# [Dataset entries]
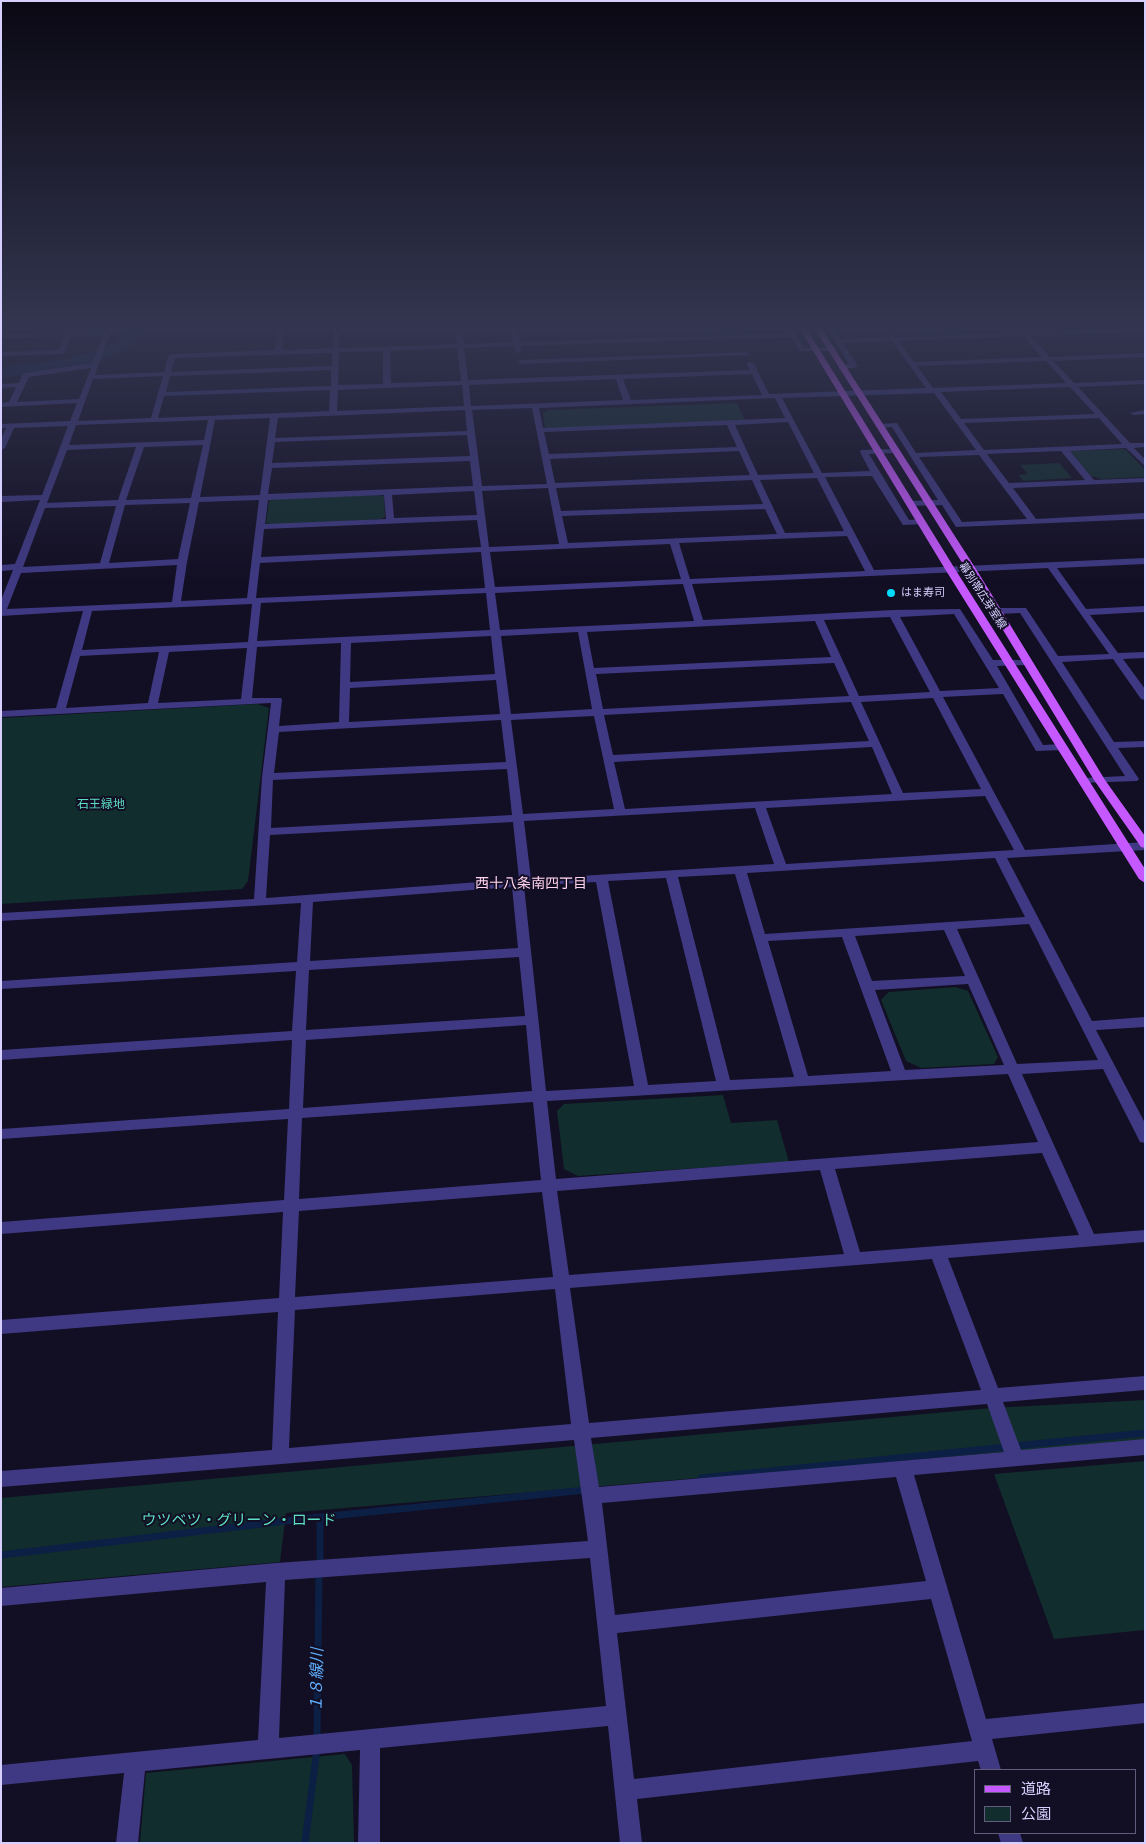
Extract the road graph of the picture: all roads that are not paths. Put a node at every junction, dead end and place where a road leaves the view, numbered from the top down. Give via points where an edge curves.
1 (78, 412) edge
2 (156, 412) edge
3 (386, 412) edge
4 (469, 412) edge
5 (536, 412) edge
6 (786, 412) edge
7 (855, 412) edge
8 (870, 412) edge
9 (952, 412) edge
10 (1097, 412) edge
11 (1145, 412) edge
12 (1134, 413) dead end
13 (333, 414) joint
14 (274, 416) junction
15 (1101, 416) junction
16 (212, 418) junction
17 (154, 420) junction
18 (790, 420) junction
19 (959, 421) junction
20 (74, 423) junction
21 (730, 423) junction
22 (1, 426) edge
23 (11, 426) junction
24 (879, 426) junction
25 (540, 430) junction
26 (472, 433) junction
27 (272, 440) junction
28 (207, 442) junction
29 (141, 445) junction
30 (1145, 445) edge
31 (1128, 446) junction
32 (1, 448) edge
33 (63, 448) junction
34 (741, 449) junction
35 (1064, 449) junction
36 (895, 451) junction
37 (878, 452) junction
38 (983, 452) junction
39 (914, 455) junction
40 (546, 457) junction
41 (474, 458) junction
42 (1145, 464) edge
43 (269, 466) junction
44 (875, 472) junction
45 (819, 475) junction
46 (754, 477) junction
47 (1145, 480) edge
48 (1091, 482) junction
49 (551, 486) junction
50 (1008, 486) junction
51 (478, 489) junction
52 (388, 492) junction
53 (265, 497) junction
54 (1, 499) edge
55 (196, 500) junction
56 (43, 502) junction
57 (944, 502) junction
58 (122, 503) junction
59 (928, 503) junction
60 (911, 504) junction
61 (767, 506) junction
62 (557, 514) junction
63 (1145, 516) edge
64 (481, 517) junction
65 (390, 521) junction
66 (922, 522) junction
67 (1034, 522) junction
68 (260, 527) junction
69 (849, 533) junction
70 (782, 536) junction
71 (674, 541) junction
72 (564, 546) junction
73 (485, 550) junction
74 (257, 560) junction
75 (1145, 561) edge
76 (182, 562) junction
77 (1050, 565) junction
78 (104, 566) junction
79 (1, 568) edge
80 (18, 568) junction
81 (971, 568) junction
82 (950, 569) junction
83 (871, 573) junction
84 (686, 581) junction
85 (490, 590) junction
86 (254, 601) junction
87 (176, 604) junction
88 (88, 609) junction
89 (1145, 609) edge
90 (998, 611) junction
91 (1, 612) edge
92 (1084, 612) junction
93 (893, 613) junction
94 (818, 617) junction
95 (699, 623) junction
96 (582, 629) junction
97 (495, 633) junction
98 (346, 639) junction
99 (252, 644) junction
100 (165, 649) junction
101 (76, 652) junction
102 (1145, 655) edge
103 (1116, 656) junction
104 (1055, 659) junction
105 (836, 660) junction
106 (1010, 662) junction
107 (1027, 662) junction
108 (990, 663) junction
109 (590, 671) junction
110 (502, 677) junction
111 (346, 685) junction
112 (1006, 691) junction
113 (936, 694) junction
114 (1145, 697) edge
115 (855, 699) junction
116 (246, 702) junction
117 (152, 707) junction
118 (60, 711) junction
119 (598, 712) junction
120 (1, 714) edge
121 (506, 718) junction
122 (344, 725) junction
123 (274, 729) junction
124 (874, 744) junction
125 (1145, 744) edge
126 (1111, 745) junction
127 (1062, 747) junction
128 (609, 759) junction
129 (511, 765) junction
130 (268, 777) junction
131 (1100, 780) junction
132 (1084, 782) junction
133 (988, 792) junction
134 (899, 796) junction
135 (759, 804) junction
136 (620, 812) junction
137 (518, 818) junction
138 (265, 832) junction
139 (1145, 846) edge
140 (1125, 847) junction
141 (1021, 853) junction
142 (999, 854) junction
143 (781, 867) junction
144 (740, 870) junction
145 (671, 874) junction
146 (601, 878) junction
147 (1145, 879) edge
148 (522, 883) junction
149 (307, 898) junction
150 (260, 902) junction
151 (1, 917) edge
152 (1032, 920) junction
153 (949, 926) junction
154 (847, 932) junction
155 (759, 938) junction
156 (526, 952) junction
157 (303, 966) junction
158 (971, 980) junction
159 (1, 985) edge
160 (868, 986) junction
161 (532, 1020) junction
162 (1145, 1022) edge
163 (1087, 1026) junction
164 (299, 1036) junction
165 (1, 1055) edge
166 (1106, 1064) junction
167 (1013, 1070) junction
168 (900, 1076) junction
169 (803, 1082) junction
170 (724, 1085) junction
171 (642, 1091) junction
172 (540, 1096) junction
173 (296, 1113) junction
174 (1, 1134) edge
175 (1145, 1138) edge
176 (1047, 1147) junction
177 (826, 1164) junction
178 (549, 1185) junction
179 (291, 1205) junction
180 (1, 1228) edge
181 (1145, 1236) edge
182 (1089, 1241) junction
183 (938, 1253) junction
184 (854, 1260) junction
185 (561, 1283) junction
186 (287, 1305) junction
187 (1, 1327) edge
188 (1145, 1383) edge
189 (992, 1395) junction
190 (581, 1431) junction
191 (1145, 1447) edge
192 (280, 1457) junction
193 (1016, 1459) junction
194 (903, 1470) junction
195 (1, 1479) edge
196 (592, 1496) junction
197 (597, 1549) junction
198 (276, 1572) junction
199 (938, 1589) junction
200 (1, 1597) edge
201 (606, 1625) junction
202 (1145, 1714) edge
203 (616, 1715) junction
204 (979, 1730) junction
205 (370, 1739) junction
206 (268, 1748) junction
207 (985, 1750) junction
208 (136, 1762) junction
209 (991, 1769) edge
210 (1, 1775) edge
211 (625, 1790) junction
212 (127, 1843) edge
213 (369, 1843) edge
214 (631, 1843) edge

1 - 20 street
2 - 17 street
3 - 13 street
4 - 26 street
5 - 25 street
6 - 18 street
7 - 37 main road, 幕別帯広芽室線
8 - 24 main road, 幕別帯広芽室線
9 - 19 street
10 - 15 street
11 - 12 street
13 - 14 street
14 - 16 street
14 - 27 street
15 - 19 street
15 - 31 street
16 - 17 street
16 - 28 street
17 - 20 street
18 - 21 street
18 - 45 street
19 - 38 street
20 - 23 street
20 - 33 street
21 - 25 street
21 - 34 street
22 - 23 street
23 - 32 street
24 - 36 main road, 幕別帯広芽室線
24 - 39 street via 894,425
25 - 40 street
26 - 27 street
26 - 41 street
27 - 43 street
28 - 29 street
28 - 55 street
29 - 33 street
29 - 58 street
30 - 31 street
31 - 35 street
31 - 42 street
33 - 56 street
34 - 40 street
34 - 46 street
35 - 38 street
35 - 48 street
36 - 37 street
36 - 59 main road, 幕別帯広芽室線
37 - 44 street via 864,452
37 - 60 main road, 幕別帯広芽室線
38 - 39 street
38 - 50 street
39 - 57 street
40 - 49 street
41 - 43 street
41 - 51 street
43 - 53 street
44 - 45 street
44 - 66 street via 906,523
45 - 46 street
45 - 69 street
46 - 49 street
46 - 61 street
47 - 48 street
48 - 50 street
49 - 51 street
49 - 62 street
50 - 67 street
51 - 52 street
51 - 64 street
52 - 53 street
52 - 65 street
53 - 55 street
53 - 68 street
54 - 56 street
55 - 58 street
55 - 76 street
56 - 58 street
56 - 80 street
57 - 59 street
57 - 67 street via 959,525
58 - 78 street
59 - 60 street
59 - 81 main road, 幕別帯広芽室線
60 - 66 main road, 幕別帯広芽室線
61 - 62 street
61 - 70 street
62 - 72 street
63 - 67 street
64 - 65 street
64 - 73 street
65 - 68 street
66 - 82 main road, 幕別帯広芽室線
68 - 74 street
69 - 70 street
69 - 83 street
70 - 71 street
71 - 72 street
71 - 84 street
72 - 73 street
73 - 74 street
73 - 85 street
74 - 86 street
75 - 77 street
76 - 78 street
76 - 87 street
77 - 81 street
77 - 92 street
78 - 80 street
79 - 80 street
80 - 91 street
81 - 82 street
81 - 90 main road, 幕別帯広芽室線
82 - 83 street
82 - 106 main road, 幕別帯広芽室線
83 - 84 street
84 - 85 street
84 - 95 street
85 - 86 street
85 - 97 street
86 - 87 street
86 - 99 street
87 - 88 street
88 - 91 street
88 - 101 street
89 - 92 street
90 - 104 street via 1022,610
90 - 107 main road, 幕別帯広芽室線
92 - 103 street
93 - 94 street
93 - 108 street via 957,610
93 - 113 street
94 - 95 street
94 - 105 street
95 - 96 street
96 - 97 street
96 - 109 street
97 - 98 street
97 - 110 street
98 - 99 street
98 - 111 street
99 - 100 street
99 - 116 street
100 - 101 street
100 - 117 street
101 - 118 street
102 - 103 street
103 - 104 street
103 - 114 street
104 - 126 street
105 - 109 street
105 - 115 street
106 - 107 street
106 - 108 street
106 - 127 main road, 幕別帯広芽室線
107 - 131 main road, 幕別帯広芽室線
108 - 112 street
109 - 119 street
110 - 111 street
110 - 121 street
111 - 122 street
112 - 113 street
112 - 127 street via 1040,749
113 - 115 street
113 - 133 street
115 - 119 street
115 - 124 street
116 - 117 street
116 - 123 street via 277,700
117 - 118 street
118 - 120 street
119 - 121 street
119 - 128 street
121 - 122 street
121 - 129 street
122 - 123 street
123 - 130 street
124 - 128 street
124 - 134 street
125 - 126 street
126 - 131 street via 1133,779
127 - 132 main road, 幕別帯広芽室線
128 - 136 street
129 - 130 street
129 - 137 street
130 - 138 street
131 - 132 street
131 - 139 main road, 幕別帯広芽室線
132 - 140 main road, 幕別帯広芽室線
133 - 134 street
133 - 141 street
134 - 135 street
135 - 136 street
135 - 143 street
136 - 137 street
137 - 138 street
137 - 148 street
138 - 150 street
139 - 140 street
140 - 141 street
140 - 147 main road, 幕別帯広芽室線
141 - 142 street
142 - 143 street
142 - 152 street
143 - 144 street
144 - 145 street
144 - 155 street
145 - 146 street
145 - 170 street
146 - 148 street
146 - 171 street
148 - 149 street
148 - 156 street
149 - 150 street
149 - 157 street
150 - 151 street
152 - 153 street
152 - 163 street
153 - 154 street
153 - 158 street
154 - 155 street
154 - 160 street
155 - 169 street
156 - 157 street
156 - 161 street
157 - 159 street
157 - 164 street
158 - 160 street
158 - 167 street
160 - 168 street
161 - 164 street
161 - 172 street
162 - 163 street
163 - 166 street
164 - 165 street
164 - 173 street
166 - 167 street
166 - 175 street
167 - 168 street
167 - 176 street
168 - 169 street
169 - 170 street
170 - 171 street
171 - 172 street
172 - 173 street
172 - 178 street
173 - 174 street
173 - 179 street
176 - 177 street
176 - 182 street
177 - 178 street
177 - 184 street
178 - 179 street
178 - 185 street
179 - 180 street
179 - 186 street
181 - 182 street
182 - 183 street
183 - 184 street
183 - 189 street
184 - 185 street
185 - 186 street
185 - 190 street
186 - 187 street
186 - 192 street
188 - 189 street
189 - 190 street
189 - 193 street
190 - 192 street
190 - 196 street
191 - 193 street
192 - 195 street
193 - 194 street
194 - 196 street
194 - 199 street
196 - 197 street
197 - 198 street
197 - 201 street
198 - 200 street
198 - 206 street
199 - 201 street
199 - 204 street
201 - 203 street
202 - 204 street
203 - 205 street
203 - 211 street
204 - 207 street
205 - 206 street
205 - 213 street
206 - 208 street
207 - 209 street
207 - 211 street
208 - 210 street
208 - 212 street
211 - 214 street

# [WORK INSTRUCTION]
The answer must be every line of the data that contains the word "dead".

# [EXERCISE RESULT]
Extract the road graph of the picture: all roads that are not paths. Put a node at every junction, dead end and place where a road leaves the view, numbered from the top down. Give via points where an edge curves.
12 (1134, 413) dead end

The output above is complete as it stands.